Task item:
Pick out each line of the records in which the word "hand" appears.

[Records from a collection]

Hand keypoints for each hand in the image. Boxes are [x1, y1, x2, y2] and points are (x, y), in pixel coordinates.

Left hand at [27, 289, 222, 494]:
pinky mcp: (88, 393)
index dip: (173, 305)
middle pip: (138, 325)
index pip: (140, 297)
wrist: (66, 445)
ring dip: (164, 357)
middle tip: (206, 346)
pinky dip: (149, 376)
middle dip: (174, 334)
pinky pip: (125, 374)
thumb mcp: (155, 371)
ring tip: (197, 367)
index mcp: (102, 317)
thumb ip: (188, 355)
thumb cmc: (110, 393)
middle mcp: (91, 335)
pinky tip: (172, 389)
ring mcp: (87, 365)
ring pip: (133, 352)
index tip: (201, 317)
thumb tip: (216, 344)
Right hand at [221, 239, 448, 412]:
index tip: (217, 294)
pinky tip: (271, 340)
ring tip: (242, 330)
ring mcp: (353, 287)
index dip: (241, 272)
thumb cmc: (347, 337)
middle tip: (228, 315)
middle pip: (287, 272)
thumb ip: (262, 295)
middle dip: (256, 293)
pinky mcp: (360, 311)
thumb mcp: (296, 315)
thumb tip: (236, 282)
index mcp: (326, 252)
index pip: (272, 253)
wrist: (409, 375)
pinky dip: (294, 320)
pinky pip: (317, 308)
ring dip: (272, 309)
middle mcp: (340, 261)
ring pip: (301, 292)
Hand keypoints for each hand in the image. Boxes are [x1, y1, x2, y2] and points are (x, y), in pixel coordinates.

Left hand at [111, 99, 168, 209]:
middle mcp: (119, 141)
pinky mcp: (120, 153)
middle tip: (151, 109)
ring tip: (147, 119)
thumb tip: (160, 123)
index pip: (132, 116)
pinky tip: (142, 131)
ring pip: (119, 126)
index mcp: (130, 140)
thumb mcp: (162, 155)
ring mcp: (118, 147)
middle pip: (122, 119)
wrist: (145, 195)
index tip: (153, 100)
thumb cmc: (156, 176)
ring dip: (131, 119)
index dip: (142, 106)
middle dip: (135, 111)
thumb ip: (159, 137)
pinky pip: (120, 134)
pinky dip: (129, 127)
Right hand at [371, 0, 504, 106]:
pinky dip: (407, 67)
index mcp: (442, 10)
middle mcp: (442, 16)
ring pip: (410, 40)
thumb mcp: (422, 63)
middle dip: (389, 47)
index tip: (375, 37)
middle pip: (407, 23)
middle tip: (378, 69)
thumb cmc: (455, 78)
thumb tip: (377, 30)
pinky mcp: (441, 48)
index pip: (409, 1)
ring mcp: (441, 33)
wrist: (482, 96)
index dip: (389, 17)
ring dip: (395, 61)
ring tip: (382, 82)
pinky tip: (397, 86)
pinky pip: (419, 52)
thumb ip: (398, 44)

Reply:
Hand keypoints for each hand in the image. Boxes are [x1, y1, x2, y2] and points are (x, y), in pixel coordinates.
Left hand at [27, 289, 222, 494]:
Right hand at [221, 239, 448, 412]:
Hand keypoints for each hand in the image. Boxes are [x1, y1, x2, y2] and points are (x, y), in pixel coordinates.
Left hand at [111, 99, 168, 209]:
Right hand at [371, 0, 504, 106]:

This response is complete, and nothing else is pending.